Enforcing Morphological Information in Fully Convolutional Networks to Improve Cell Instance Segmentation in Fluorescence Microscopy Images
This work addresses accurate cell segmentation for cancer dynamics analysis, enabling more precise treatments, but it is incremental as it builds on existing U-Net methods.
The authors tackled the problem of cell instance segmentation in fluorescence microscopy images, which is challenging due to high cell concentration and overlapping edges, by proposing a novel approach based on U-Net with a deep distance transformer to enforce morphological learning, resulting in a performance boost over traditional U-Net architectures.

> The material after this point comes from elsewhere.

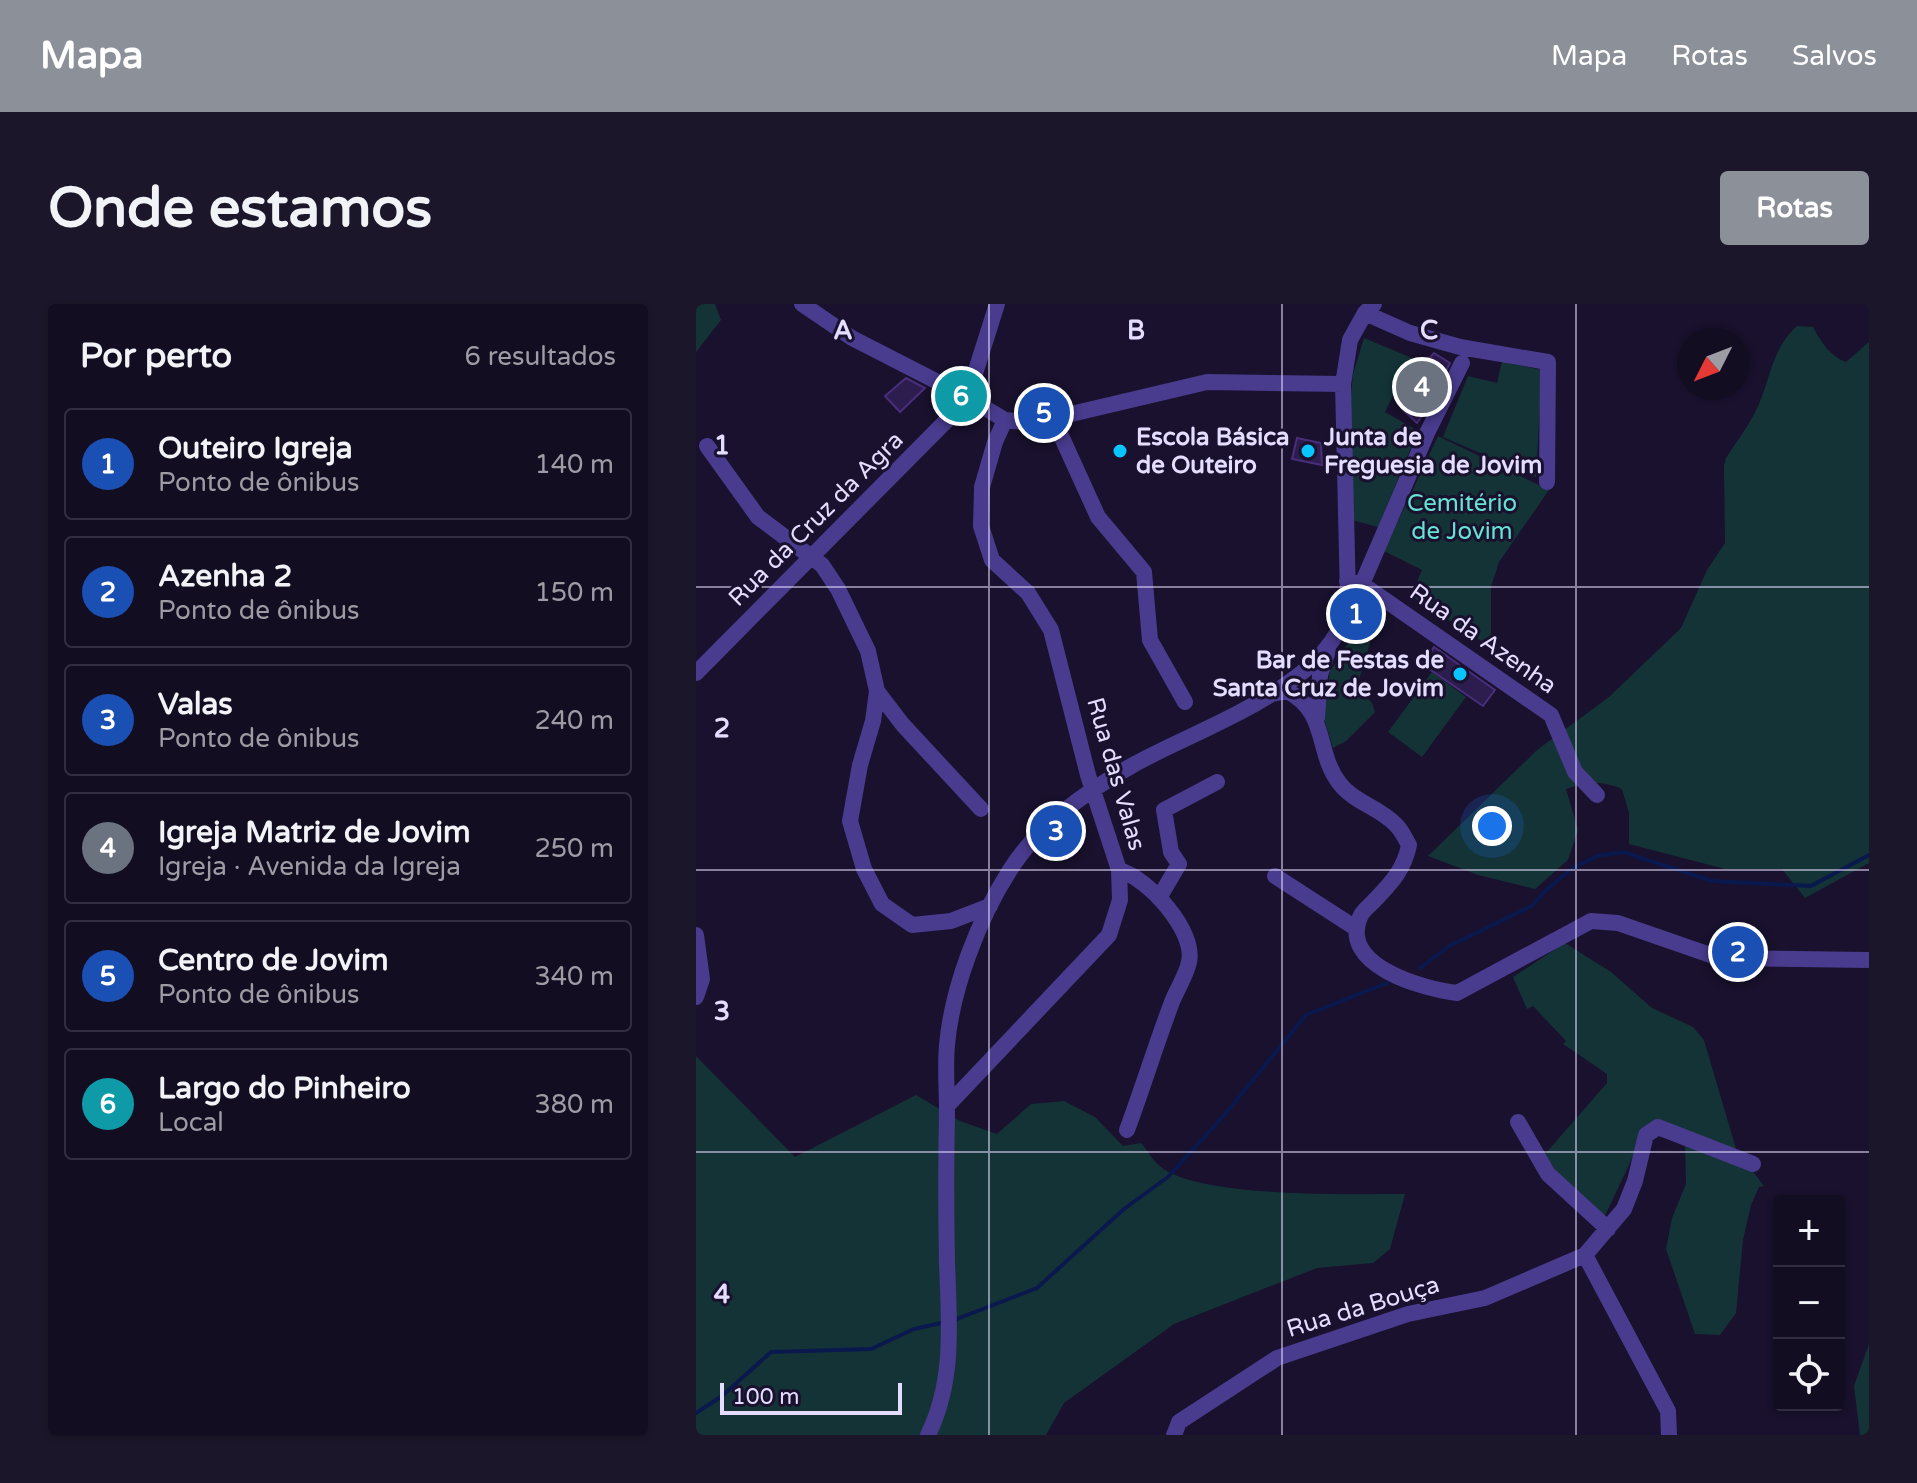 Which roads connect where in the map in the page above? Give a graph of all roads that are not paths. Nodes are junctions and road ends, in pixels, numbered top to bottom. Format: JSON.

Cell instance segmentation in fluorescence microscopy images is becoming essential for cancer dynamics and prognosis. Data extracted from cancer dynamics allows to understand and accurately model different metabolic processes such as proliferation. This enables customized and more precise cancer treatments. However, accurate cell instance segmentation, necessary for further cell tracking and behavior analysis, is still challenging in scenarios with high cell concentration and overlapping edges. Within this framework, we propose a novel cell instance segmentation approach based on the well-known U-Net architecture. To enforce the learning of morphological information per pixel, a deep distance transformer (DDT) acts as a back-bone model. The DDT output is subsequently used to train a top-model. The following top-models are considered: a three-class (\emph{e.g.,} foreground, background and cell border) U-net, and a watershed transform. The obtained results suggest a performance boost over traditional U-Net architectures. This opens an interesting research line around the idea of injecting morphological information into a fully convolutional model.